The swimmer stands calmly on the bottom of the pool, dressed in Speedos. Behind the goggles, his face is as impassive as a Greek sculpture, his torso cast in heavy shadows that fail to obscure the rippling might of the shoulders and arms that taper into clenched fists. Black tile lines and lane dividers appear to shoot out of his body like laser beams, the composition forging an optical effect that makes the lanes stretch on forever.

On a recent Saturday afternoon at the National Portrait Gallery in Canberra, it’s notable how people linger over this ­picture, drawn in by its heightened sense of reality. The subject looks like a superhero or sea god exuding vast strength and mythical power. A couple of weeks later, I’m sitting with Michael Klim himself, upstairs at his parents’ modern home in the Melbourne suburb of Brighton.
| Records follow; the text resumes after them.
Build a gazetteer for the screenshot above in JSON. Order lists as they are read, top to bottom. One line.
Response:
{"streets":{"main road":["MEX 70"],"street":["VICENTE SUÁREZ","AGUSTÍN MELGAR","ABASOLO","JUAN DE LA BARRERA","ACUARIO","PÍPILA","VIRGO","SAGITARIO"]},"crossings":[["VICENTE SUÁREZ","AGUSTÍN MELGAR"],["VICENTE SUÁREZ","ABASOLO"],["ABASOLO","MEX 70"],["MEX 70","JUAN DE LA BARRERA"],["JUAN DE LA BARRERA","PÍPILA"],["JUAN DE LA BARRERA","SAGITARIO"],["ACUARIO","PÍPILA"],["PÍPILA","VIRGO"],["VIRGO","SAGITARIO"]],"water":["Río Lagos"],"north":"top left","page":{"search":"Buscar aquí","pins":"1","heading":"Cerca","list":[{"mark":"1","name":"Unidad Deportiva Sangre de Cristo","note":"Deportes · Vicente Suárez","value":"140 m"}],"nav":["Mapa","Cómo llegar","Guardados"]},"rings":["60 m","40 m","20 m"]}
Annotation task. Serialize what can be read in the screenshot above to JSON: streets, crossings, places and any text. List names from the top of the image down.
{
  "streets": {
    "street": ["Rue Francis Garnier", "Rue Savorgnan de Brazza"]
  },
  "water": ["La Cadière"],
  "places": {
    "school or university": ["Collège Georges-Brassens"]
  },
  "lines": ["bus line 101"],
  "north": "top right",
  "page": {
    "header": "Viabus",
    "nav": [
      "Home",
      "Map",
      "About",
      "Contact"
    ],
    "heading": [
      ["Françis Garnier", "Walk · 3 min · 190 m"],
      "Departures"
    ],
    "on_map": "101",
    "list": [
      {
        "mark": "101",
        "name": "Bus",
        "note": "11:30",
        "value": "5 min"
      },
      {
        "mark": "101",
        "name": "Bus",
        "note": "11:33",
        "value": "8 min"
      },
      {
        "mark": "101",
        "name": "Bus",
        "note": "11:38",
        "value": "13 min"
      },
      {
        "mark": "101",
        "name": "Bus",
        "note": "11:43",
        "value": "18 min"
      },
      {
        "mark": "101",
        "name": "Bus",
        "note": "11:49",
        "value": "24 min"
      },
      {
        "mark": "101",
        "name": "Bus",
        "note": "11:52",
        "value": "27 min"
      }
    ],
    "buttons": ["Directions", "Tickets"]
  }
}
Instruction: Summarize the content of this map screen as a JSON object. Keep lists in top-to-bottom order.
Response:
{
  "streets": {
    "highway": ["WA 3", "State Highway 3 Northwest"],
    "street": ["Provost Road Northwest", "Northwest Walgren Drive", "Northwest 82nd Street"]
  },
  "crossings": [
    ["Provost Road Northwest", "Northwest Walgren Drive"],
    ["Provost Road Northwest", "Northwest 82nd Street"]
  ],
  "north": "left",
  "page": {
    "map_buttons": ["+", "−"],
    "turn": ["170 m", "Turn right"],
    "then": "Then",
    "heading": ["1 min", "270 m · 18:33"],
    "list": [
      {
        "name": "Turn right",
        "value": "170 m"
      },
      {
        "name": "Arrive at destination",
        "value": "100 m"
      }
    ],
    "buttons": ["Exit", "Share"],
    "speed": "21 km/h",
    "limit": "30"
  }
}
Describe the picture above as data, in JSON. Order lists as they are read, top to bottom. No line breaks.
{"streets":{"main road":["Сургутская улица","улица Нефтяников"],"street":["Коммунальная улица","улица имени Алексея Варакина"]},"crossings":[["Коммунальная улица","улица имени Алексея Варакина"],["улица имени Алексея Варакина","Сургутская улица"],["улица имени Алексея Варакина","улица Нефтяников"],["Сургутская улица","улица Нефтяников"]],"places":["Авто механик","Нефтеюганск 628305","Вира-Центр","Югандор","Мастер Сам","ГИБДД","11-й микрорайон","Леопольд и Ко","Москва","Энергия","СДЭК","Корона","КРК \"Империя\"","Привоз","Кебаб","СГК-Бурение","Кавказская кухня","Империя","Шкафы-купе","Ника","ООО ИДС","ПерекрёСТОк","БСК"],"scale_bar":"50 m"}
Hunched over my phone, we’re studying that ­picture, taken by the British fine art photographers Anderson & Low. Klim remembers the shoot well. How the picture was taken during a Speedo campaign at the Australian Institute of Sport; the way the photographers snapped it through an underwater window in a pool designed for coaches to monitor their charges.

“It’s definitely one of my favourite photos,” says Klim, leaning back in his armchair next to a sideboard covered with old swimming ­trophies. “It was 1999, I was kind of in my prime, and everything was geared towards Sydney.” “Sydney”, of course, refers to the 2000 Olympics, where.